Most problems involving international actors are not peacefully resolved in one go-around. The negotiation process, when applied to ending complex conflicts, resolving major mutual problems, or developing consequential collaborative programs, is usually an incremental process carried out over a long period of time. One-off negotiations resulting in an agreement and followed by ratification by all parties, on the other hand, are usually the product of more straightforward and simpler problems. International negotiation is a step-by-step, evolutionary process, not one that advances by decree or by revolution. Through dialogue and the exchange of offers, agreements can eventually be made. Then, through implementation, the agreements’ provisions can either proceed to resolve conflicts, solve problems, or support coordination.
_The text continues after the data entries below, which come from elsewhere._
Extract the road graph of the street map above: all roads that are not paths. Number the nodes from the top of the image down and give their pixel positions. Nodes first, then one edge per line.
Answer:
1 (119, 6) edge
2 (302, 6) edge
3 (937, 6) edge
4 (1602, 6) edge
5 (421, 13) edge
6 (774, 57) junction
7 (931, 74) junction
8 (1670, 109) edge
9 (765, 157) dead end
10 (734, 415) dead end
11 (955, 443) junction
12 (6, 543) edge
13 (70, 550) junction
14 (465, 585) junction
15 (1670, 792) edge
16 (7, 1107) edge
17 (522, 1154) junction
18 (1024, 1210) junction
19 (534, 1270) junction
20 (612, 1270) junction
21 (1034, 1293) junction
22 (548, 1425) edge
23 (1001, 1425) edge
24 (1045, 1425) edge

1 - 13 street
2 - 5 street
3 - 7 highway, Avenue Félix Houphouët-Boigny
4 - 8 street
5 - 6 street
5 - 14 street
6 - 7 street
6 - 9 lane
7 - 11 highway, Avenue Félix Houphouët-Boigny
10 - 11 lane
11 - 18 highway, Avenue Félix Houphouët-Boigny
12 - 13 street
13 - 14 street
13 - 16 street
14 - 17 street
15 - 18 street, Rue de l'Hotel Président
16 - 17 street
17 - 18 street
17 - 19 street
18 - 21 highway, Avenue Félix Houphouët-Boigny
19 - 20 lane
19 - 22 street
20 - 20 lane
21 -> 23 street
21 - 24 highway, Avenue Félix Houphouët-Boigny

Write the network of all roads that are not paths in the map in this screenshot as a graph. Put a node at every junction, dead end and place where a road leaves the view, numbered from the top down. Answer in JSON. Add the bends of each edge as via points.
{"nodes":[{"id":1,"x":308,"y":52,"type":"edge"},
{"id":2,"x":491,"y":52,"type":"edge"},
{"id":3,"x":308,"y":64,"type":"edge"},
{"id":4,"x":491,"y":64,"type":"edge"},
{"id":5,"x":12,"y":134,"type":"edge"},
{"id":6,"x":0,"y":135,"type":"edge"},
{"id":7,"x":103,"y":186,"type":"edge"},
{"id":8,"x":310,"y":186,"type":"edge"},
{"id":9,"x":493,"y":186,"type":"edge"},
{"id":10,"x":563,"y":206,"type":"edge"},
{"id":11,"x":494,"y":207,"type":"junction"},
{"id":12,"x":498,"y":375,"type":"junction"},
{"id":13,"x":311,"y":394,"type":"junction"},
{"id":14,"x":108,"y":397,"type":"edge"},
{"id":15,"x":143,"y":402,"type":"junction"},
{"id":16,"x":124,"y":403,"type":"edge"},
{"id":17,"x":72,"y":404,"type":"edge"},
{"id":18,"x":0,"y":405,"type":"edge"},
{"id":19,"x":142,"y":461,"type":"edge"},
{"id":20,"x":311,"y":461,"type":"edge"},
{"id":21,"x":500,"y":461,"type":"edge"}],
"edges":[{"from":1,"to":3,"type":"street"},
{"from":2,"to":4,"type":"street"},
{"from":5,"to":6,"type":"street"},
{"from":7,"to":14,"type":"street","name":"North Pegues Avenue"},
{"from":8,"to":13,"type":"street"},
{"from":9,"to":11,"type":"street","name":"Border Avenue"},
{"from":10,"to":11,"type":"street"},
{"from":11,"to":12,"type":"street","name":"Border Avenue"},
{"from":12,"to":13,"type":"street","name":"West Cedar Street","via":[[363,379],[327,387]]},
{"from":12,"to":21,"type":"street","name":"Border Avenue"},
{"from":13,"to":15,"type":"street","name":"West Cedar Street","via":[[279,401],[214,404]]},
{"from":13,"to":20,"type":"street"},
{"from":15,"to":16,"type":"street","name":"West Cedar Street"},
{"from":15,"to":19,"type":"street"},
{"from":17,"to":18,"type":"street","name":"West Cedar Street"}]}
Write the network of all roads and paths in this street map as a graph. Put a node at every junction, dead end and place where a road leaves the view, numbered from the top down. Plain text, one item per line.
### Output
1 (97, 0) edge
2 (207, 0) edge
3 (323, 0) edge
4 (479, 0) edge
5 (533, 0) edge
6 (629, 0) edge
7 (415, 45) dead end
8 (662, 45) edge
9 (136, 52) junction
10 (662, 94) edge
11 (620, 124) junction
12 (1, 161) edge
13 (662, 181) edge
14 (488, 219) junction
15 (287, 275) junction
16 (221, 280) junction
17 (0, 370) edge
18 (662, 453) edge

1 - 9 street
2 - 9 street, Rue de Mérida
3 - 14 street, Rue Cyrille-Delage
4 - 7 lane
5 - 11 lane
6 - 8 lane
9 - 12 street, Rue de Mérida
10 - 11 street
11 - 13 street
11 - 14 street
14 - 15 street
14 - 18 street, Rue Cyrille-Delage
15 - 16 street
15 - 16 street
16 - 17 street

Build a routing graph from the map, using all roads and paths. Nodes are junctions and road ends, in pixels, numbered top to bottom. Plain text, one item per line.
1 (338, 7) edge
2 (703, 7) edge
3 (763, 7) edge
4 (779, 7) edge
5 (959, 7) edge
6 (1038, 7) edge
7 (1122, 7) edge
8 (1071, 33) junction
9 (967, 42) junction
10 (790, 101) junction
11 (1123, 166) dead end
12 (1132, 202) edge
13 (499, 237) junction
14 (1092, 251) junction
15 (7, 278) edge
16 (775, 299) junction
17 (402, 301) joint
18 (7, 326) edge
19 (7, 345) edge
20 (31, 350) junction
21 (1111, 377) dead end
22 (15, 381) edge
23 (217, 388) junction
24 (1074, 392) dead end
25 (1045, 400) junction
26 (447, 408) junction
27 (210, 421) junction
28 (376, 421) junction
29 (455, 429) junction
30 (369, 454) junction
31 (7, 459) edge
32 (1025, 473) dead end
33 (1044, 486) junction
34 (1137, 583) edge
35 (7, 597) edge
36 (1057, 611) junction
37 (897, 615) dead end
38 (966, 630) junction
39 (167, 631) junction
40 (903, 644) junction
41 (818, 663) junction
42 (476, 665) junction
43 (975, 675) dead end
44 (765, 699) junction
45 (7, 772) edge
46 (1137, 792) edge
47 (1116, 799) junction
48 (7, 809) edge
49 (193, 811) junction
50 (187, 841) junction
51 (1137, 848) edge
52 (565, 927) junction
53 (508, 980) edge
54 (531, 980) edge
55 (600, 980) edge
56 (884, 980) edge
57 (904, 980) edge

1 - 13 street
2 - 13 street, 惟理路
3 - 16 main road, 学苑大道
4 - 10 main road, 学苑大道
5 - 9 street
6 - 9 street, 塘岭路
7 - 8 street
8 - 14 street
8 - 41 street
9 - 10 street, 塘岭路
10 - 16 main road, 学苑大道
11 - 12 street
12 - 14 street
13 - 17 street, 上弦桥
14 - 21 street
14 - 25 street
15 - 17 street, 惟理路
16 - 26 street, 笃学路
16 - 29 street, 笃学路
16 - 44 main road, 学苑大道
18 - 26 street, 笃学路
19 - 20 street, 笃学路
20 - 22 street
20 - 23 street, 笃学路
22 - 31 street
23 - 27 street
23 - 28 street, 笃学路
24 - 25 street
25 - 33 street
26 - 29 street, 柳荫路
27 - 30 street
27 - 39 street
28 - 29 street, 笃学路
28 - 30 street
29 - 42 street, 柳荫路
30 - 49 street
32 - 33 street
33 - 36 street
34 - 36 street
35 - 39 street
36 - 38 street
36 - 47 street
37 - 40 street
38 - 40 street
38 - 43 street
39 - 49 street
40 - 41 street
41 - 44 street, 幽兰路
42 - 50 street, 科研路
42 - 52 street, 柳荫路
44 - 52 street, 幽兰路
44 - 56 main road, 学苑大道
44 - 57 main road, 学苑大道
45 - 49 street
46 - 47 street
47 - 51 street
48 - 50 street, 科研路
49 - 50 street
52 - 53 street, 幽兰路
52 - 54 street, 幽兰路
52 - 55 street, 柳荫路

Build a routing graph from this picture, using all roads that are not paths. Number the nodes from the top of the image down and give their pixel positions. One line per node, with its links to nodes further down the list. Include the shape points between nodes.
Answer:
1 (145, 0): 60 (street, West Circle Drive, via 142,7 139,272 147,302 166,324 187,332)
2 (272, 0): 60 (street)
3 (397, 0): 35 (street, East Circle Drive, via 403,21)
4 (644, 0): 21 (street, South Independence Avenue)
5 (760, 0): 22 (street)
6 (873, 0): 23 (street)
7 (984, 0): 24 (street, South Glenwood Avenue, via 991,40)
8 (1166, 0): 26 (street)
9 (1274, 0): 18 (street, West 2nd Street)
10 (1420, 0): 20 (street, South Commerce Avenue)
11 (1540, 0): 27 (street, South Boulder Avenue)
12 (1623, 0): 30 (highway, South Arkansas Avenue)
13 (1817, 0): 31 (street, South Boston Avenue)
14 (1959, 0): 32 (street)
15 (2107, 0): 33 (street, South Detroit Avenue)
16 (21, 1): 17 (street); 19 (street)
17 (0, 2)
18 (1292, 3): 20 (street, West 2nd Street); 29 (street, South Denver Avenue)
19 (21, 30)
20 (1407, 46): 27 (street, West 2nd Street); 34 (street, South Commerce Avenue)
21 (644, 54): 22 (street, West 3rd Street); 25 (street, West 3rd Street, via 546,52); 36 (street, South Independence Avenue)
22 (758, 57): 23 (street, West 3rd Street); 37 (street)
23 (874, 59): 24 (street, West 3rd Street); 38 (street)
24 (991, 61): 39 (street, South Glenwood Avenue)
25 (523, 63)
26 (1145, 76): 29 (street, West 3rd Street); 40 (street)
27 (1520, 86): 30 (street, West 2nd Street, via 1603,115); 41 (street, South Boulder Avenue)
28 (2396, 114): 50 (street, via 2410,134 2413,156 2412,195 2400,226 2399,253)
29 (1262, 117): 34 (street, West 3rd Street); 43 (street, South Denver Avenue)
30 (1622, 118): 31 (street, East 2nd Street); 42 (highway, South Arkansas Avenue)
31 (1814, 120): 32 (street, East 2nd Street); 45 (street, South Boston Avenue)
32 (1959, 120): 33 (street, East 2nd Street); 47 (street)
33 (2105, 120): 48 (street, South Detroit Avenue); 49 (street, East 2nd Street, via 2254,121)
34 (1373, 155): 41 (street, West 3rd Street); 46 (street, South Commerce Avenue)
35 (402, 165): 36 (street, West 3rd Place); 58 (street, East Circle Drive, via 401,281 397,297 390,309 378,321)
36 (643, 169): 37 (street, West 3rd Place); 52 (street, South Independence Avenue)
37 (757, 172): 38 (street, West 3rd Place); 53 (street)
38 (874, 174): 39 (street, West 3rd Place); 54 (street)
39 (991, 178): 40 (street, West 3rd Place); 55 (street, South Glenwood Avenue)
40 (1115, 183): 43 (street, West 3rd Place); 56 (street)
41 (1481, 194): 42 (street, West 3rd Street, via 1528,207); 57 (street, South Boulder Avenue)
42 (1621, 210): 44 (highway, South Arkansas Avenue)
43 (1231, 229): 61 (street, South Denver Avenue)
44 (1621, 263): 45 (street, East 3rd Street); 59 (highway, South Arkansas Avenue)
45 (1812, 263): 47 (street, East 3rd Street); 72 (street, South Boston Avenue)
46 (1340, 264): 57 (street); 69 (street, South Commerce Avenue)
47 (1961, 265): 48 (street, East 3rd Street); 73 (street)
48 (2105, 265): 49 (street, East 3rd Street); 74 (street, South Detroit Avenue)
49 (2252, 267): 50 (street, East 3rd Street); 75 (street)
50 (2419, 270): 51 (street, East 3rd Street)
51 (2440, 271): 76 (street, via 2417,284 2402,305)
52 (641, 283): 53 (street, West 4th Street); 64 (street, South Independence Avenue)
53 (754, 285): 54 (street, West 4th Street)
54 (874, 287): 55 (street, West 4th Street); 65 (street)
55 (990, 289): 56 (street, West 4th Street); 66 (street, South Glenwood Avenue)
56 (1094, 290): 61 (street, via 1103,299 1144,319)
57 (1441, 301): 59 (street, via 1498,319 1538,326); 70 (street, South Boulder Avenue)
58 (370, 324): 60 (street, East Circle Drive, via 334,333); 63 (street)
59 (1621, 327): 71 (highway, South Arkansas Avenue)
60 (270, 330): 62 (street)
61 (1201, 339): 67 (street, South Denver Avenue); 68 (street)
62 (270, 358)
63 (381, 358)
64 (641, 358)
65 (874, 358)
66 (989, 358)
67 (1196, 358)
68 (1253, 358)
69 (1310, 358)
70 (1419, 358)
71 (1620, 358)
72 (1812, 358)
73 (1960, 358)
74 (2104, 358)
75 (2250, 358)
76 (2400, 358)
Alternatively, the implementation efforts can demonstrate over time that changing situations, ideas, orientations and behaviors require that the negotiated agreement needs to be modified to continue to yield its desired impacts. Given this evolutionary tendency, several mechanisms are examined and further research recommended. 

16.  Future Paths

This collection of essays examines a wide range of issues and questions about international negotiation dynamics that have concerned me – where we already have some analysis but not enough, and where more deep dive study is needed. I hope that these essays extend our understanding of these issues and open new doors to advance our conceptual and practical understanding of negotiations. As we dig deeper, new questions and new paths for research always arise. This chapter describes a range of research paths that merit further examination.